Veronica Roth is one among the new generation of authors who are daring to break-away from the shackles of conservative readership. As part of an English college majors group called “Englies”, Roth writes about futuristic Chicago exposing her readers to a dystopian setting where the society is divided. The title “Divergent” is deliberate in that Roth seeks to express the true nature of humanity; that social division is inherent in human beings. With an established fanbase, Roth was awarded the title of the New York Times’ bestselling author. The Divergent trilogy appeals to both teenage and adult readers.
The review will focus on the following elements which are critical in projecting the book’s overall message:
As is evident in Roth’s book, dystopian Chicago is divided into five factions with each being dedicated to the promotion of a designated virtue. The factions are Candor (honesty), Dauntless (brevity), Erudite (intelligence), Amity (peaceful) and Abnegation (selflessness). Each year, all 16-year-olds are requested to select the faction they would like to devote the rest of their lives to. The main character, Beatrice Prior (who is later known as Tris) is conflicted between following what she really wants and staying with her family. She cannot have both options.
In a series of twists and turns, Roth takes her readers on a bumpy ride characterized by heartbreaking betrayals, startling romance, crowned by electrifying decisions. While Tris does not fit in any of the societies, she becomes an “outlaw” to the authorities and is forced to venture out alone. During her expeditions, she comes across a young man, who ultimately becomes her soulmate and together, they lead a group of “divergents” who try to establish control over a society of their own.
The focus on Chicago can be perceived as the outcome of Roth’s resident-status. In the story, half-baked loonies are thrown into a social experiment where they are forced to make life-changing decisions. For Roth, Chicago’s status as one of the largest cities in the country, alongside its rather bold architecture serves as a post-apocalyptic center for her story. While she envisions the emergence of authoritarian rule in the near future, “Divergent” uses Chicago as symbol showing where such kind of change might begin.
Based on the story, Roth does not appear as one who intended to focus on real life. On that account, she immerses herself in a world characterized by imbalance and anarchy.

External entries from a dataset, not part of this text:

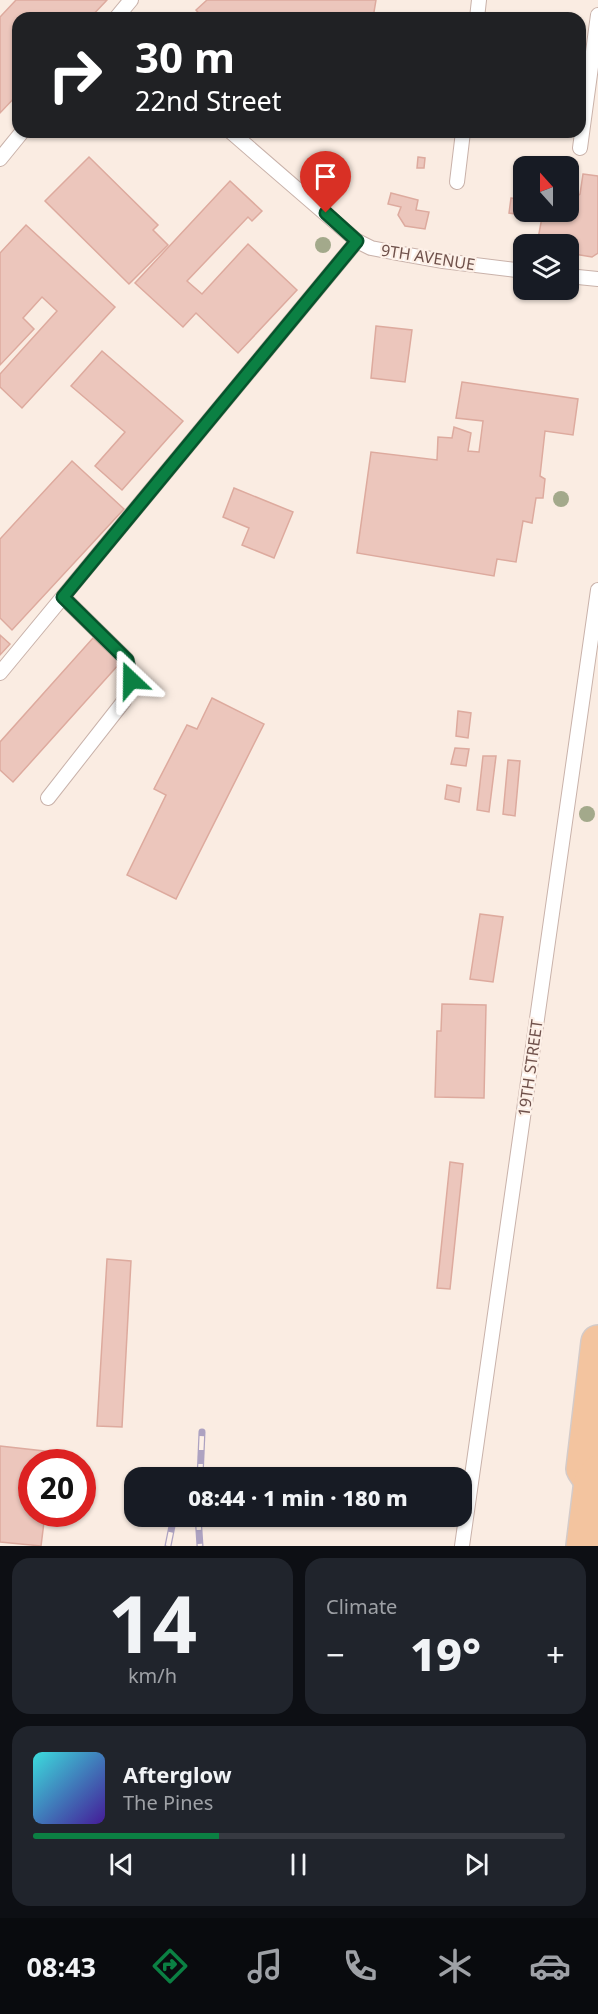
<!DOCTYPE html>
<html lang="en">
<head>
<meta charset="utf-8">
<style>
  :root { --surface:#171b24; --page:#20242c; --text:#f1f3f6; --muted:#9ea1a6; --line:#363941; --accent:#0b8043 }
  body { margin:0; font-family:"Noto Sans",sans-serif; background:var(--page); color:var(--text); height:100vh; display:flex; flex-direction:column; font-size:22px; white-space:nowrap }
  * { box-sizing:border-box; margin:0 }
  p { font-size:20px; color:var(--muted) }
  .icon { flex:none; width:33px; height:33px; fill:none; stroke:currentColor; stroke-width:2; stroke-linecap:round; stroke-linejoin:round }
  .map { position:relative; height:1546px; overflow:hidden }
  .sheet { display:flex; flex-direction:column; gap:12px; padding:12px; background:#0d0f14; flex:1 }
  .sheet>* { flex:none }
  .guide { position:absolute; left:12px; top:12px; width:574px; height:126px; border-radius:18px; box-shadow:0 2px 4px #0004; background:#202124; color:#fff; overflow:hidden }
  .needle { width:39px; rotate:339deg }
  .tools { position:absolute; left:513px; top:156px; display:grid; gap:12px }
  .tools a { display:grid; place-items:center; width:66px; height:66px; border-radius:12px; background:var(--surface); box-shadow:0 2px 4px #0004; font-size:30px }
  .speed { position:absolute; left:18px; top:1449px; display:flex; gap:12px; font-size:30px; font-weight:700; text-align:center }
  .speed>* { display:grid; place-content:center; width:78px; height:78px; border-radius:50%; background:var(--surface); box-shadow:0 2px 4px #0004; line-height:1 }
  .speed .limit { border:9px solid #d22; background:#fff; color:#111 }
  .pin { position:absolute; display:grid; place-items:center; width:51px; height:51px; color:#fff; margin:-62px -26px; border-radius:50% 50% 50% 0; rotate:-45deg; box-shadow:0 0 6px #0007 }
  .pin .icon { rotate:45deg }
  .me { position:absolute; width:66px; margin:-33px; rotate:337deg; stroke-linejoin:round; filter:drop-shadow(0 0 4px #0008) }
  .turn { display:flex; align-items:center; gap:21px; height:126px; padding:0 24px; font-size:27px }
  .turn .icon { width:78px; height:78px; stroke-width:2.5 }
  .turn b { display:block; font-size:42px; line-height:51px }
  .big { font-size:45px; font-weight:800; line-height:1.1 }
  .sheet .card { flex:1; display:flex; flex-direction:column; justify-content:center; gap:9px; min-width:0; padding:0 21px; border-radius:18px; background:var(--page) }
  .sheet .dial { align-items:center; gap:0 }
  .dial b { font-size:78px; line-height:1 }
  .song { display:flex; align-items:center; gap:18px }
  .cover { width:72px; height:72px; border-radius:9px; background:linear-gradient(135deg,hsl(180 70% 55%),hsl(260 70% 35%)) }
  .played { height:6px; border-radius:3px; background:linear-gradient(90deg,var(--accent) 35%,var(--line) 35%) }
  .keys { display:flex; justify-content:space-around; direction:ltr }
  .heat { display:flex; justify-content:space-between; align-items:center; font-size:33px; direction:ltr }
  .sheet .tiles { flex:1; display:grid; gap:12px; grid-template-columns:1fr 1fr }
  .card:last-child { grid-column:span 2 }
  .trip { position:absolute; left:124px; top:1467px; width:348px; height:60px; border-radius:18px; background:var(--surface); box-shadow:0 2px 4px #0004; font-weight:800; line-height:60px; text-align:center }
  .tab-bar { display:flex; height:96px; justify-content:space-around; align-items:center; background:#090b0e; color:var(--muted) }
  .tab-bar .icon { width:42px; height:42px }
  .tab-bar .active { color:var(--accent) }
  .tab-bar b { font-size:27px; color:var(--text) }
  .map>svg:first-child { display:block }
  .building { fill:#ecc6bc; stroke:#ddaa9e; stroke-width:1.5 }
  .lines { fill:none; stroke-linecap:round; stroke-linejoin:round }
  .lane-casing { stroke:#c9b2aa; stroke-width:16 }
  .primary-casing { stroke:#d4cbc9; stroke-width:36 }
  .lane { stroke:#fff; stroke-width:14 }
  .primary { stroke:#f3c49f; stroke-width:33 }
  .rail-casing { stroke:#ada2c1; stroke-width:7 }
  .rail { stroke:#fdf0e7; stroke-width:4.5; stroke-dasharray:14; stroke-linecap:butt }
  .tree { fill:#a3a98b }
  .route-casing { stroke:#07532c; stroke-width:15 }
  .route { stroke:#0b8043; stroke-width:10 }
  .labels { text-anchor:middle; stroke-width:4.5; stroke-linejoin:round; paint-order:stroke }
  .street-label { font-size:16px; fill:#6f514b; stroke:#fdf0e7 }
</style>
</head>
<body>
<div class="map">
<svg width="598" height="1546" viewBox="0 0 598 1546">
  <rect width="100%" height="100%" fill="#faece2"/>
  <g class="building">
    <polygon points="16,0 107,0 90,18 18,18 18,94 0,113 0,17"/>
    <polygon points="207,0 376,0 373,18 203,18 196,10"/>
    <polygon points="89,157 158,225 153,230 168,245 129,284 45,201"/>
    <polygon points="418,157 425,158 424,168 417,168"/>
    <polygon points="583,174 598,176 598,253 592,257 568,253 568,244 537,244 543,212 568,212 568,203 580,194"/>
    <polygon points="230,181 262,211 252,221 248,217 187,281 202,294 248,244 297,290 238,353 196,313 183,327 135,283"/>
    <polygon points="391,193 418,200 416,210 429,212 425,229 405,226 398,215 401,207 388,204"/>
    <polygon points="511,198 524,200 524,212 530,212 529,216 509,213"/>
    <polygon points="26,225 115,307 22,408 0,387 0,374 57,311 42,297 23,318 34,329 0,365 0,253"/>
    <polygon points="376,326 412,330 405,382 371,378"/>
    <polygon points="102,351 183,421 122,490 95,466 125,432 71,386"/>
    <polygon points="462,382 578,399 573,435 545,431 540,476 545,479 543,498 536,498 532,523 523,521 516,562 497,559 494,576 357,553 371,452 437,460 438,437 452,438 454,427 471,433 468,451 479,452 483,421 456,418"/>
    <polygon points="72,461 124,509 12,630 0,618 0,539"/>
    <polygon points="234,488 293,512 274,558 242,545 249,528 223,517"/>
    <polygon points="0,635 10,644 0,655"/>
    <polygon points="93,638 120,663 13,782 0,770 0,742"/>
    <polygon points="212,698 264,724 176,899 127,875 166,795 154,789 187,725 197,729"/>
    <polygon points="458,711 471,713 468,738 456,736"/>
    <polygon points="455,748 469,749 466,766 451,764"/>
    <polygon points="483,756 496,756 489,812 477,810"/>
    <polygon points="508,760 520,761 515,816 503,814"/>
    <polygon points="447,785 461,788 459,802 445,799"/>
    <polygon points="480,914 503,917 493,982 470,979"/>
    <polygon points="442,1004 486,1005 484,1098 435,1097 437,1031 441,1031"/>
    <polygon points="450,1162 463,1164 450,1289 437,1288"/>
    <polygon points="107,1259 131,1261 122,1427 97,1426"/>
    <polygon points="0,1446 53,1452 51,1462 32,1462 32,1514 45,1514 41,1546 0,1542"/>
  </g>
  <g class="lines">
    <defs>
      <g id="lane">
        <polyline points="116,18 131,0"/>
        <polyline points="477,18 479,0"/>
        <polyline points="231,132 357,241 371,248 397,253 443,261 524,271"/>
        <polyline points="580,148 598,15"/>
        <polyline points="0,159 22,132"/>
        <polyline points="457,182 463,132"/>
        <polyline points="568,276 598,279"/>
        <polyline points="0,673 357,241"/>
        <polyline points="48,798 124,701 131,680 127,660 63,597"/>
        <polyline points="462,1546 598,590"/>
      </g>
      <g id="primary">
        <polyline points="591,1481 583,1469 598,1342"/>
        <polyline points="583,1546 591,1481 598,1472"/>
      </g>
    </defs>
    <use href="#lane" class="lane-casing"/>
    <use href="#primary" class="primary-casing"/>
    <use href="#lane" class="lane"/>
    <use href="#primary" class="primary"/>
    <defs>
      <g id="rail">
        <polyline points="200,1478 202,1432"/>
        <polyline points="198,1516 200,1546"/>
        <polyline points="168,1546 174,1516"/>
      </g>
    </defs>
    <use href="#rail" class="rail-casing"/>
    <use href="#rail" class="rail"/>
  </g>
  <g class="tree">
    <circle cx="323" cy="245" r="8"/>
    <circle cx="561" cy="499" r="8"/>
    <circle cx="587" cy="814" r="8"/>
  </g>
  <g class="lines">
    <defs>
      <polyline id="route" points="131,680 127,660 63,597 357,241 326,213"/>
    </defs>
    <use href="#route" class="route-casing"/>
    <use href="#route" class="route"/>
  </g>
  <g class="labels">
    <g class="street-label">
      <text transform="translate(428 257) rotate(9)" y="6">9TH AVENUE</text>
      <text transform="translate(530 1068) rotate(-82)" y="6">19TH STREET</text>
    </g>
  </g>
</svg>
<div class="tools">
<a><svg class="needle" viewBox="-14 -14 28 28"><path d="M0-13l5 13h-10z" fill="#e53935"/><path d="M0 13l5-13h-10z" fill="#9ea1a6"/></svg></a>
<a><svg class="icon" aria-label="layers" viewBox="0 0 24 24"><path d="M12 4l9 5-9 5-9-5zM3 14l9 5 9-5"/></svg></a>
</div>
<div class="speed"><div class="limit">20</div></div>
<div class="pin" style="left:326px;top:213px;background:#d93025"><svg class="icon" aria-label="arrive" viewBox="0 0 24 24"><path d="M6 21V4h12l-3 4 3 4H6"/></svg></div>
<svg class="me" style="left:131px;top:680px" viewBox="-20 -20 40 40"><path d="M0-17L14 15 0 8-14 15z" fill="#0b8043" stroke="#fff" stroke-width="4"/></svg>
<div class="trip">08:44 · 1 min · 180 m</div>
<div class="guide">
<div class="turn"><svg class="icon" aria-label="right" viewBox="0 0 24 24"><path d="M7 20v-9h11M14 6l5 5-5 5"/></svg><div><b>30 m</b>22nd Street</div></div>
</div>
</div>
<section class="sheet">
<div class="tiles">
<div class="card dial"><b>14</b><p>km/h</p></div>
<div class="card"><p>Climate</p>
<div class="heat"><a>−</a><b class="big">19°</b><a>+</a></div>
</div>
<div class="card">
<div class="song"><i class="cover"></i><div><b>Afterglow</b><p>The Pines</p></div></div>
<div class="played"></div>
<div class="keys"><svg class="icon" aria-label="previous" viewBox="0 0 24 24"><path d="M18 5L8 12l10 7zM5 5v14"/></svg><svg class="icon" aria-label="pause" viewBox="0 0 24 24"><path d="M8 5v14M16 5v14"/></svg><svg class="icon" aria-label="next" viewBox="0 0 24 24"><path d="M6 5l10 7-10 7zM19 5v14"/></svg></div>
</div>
</div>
</section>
<nav class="tab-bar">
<b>08:43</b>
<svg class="icon active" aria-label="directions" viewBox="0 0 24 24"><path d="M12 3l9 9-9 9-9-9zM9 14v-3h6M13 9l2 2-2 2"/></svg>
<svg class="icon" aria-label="music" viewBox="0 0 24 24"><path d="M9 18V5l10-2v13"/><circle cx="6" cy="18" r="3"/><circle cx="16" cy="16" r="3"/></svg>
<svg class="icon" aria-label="phone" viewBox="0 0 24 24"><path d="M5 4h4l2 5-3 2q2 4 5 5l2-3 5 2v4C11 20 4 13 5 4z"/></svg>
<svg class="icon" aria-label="climate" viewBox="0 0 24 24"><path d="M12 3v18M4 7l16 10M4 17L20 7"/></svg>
<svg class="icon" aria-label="car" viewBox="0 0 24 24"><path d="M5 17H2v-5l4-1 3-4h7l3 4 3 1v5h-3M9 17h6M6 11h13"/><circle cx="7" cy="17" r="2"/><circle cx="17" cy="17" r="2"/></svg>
</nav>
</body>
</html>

As the authorities, led by Jeanine Mathews, try to establish control over their subjects, they are met with overbearing opposition. Post-apocalyptic Chicago presents readers with a society that is a picture-perfect representation of how the majority undermines the minority. It can be assumed to be Roth’s deliberate attempt to detail the discrepancies inherent in modern society.
At the onset, Tris is presented as an innocent 16-year-old going through the social experiment as it is customary in the dystopian society. While the book is centered on varied aspects, Roth tries to establish a balance between promoting humanity and documenting the possibility of anarchy taking over. Based on the results of the test, Tris does not appear to fit in any of the societies thereby according her the title “divergent”. Roth weaves that particular element of being different and an outcast to relay personality development among characters.
In Tris, Roth is able to expose readers to a step-by-step experience of how she breaks-away from her society and joins a group of outcasts and rebels called “divergents”. Their inclusion in the book typifies modern-day settings whereby social activists, for instance, challenge stringent and prohibitive government policies. Through the lens of adversity, Roth is able to project characters noting how they evolve from teenage immaturity to being full-blown functioning individuals even without a drastic change in age.
As readers get submerged into Roth’s riveting story, they are exposed to a different kind of set-up where the female character assumes the leading role. While Tris is not a perfect fit for the clear-cut professions already defined by the respective factions, she is forced into exile. Her journey toward self-discovery is, however, not short of dramatic twists and turns that have major influence on her being.
On one hand, Roth does fall victim to the common insta-romance and the expectation for love and its effect on the characters. For young readers, that particular element might spark some thrill; however, adult readers that are more sophisticated are likely to demand more than just a story of deviance and how love is used as a foundation to support rebellion. To redeem herself from such a common and less than creative approach, Roth matches such annoyances with character choice. For instance, Tris is selfish, vindictive, and manipulative. She is not as dependent on the male hero which establishes a new kind of perspective with regard to gender roles.
Roth’s “Divergent” presents readers with a number of positives such as the anticipation of the emergence of authoritarianism. She envisions a post-apocalyptic Chicago marred with social domination over the subjects. The five factions are simply descriptive of controls that are likely to be realized.
However, Roth partially falls victim to the usual tale of love that rules over the interaction of the main characters. Nevertheless, she redeems herself through placing Tris at the center of the action, giving her a dominating role.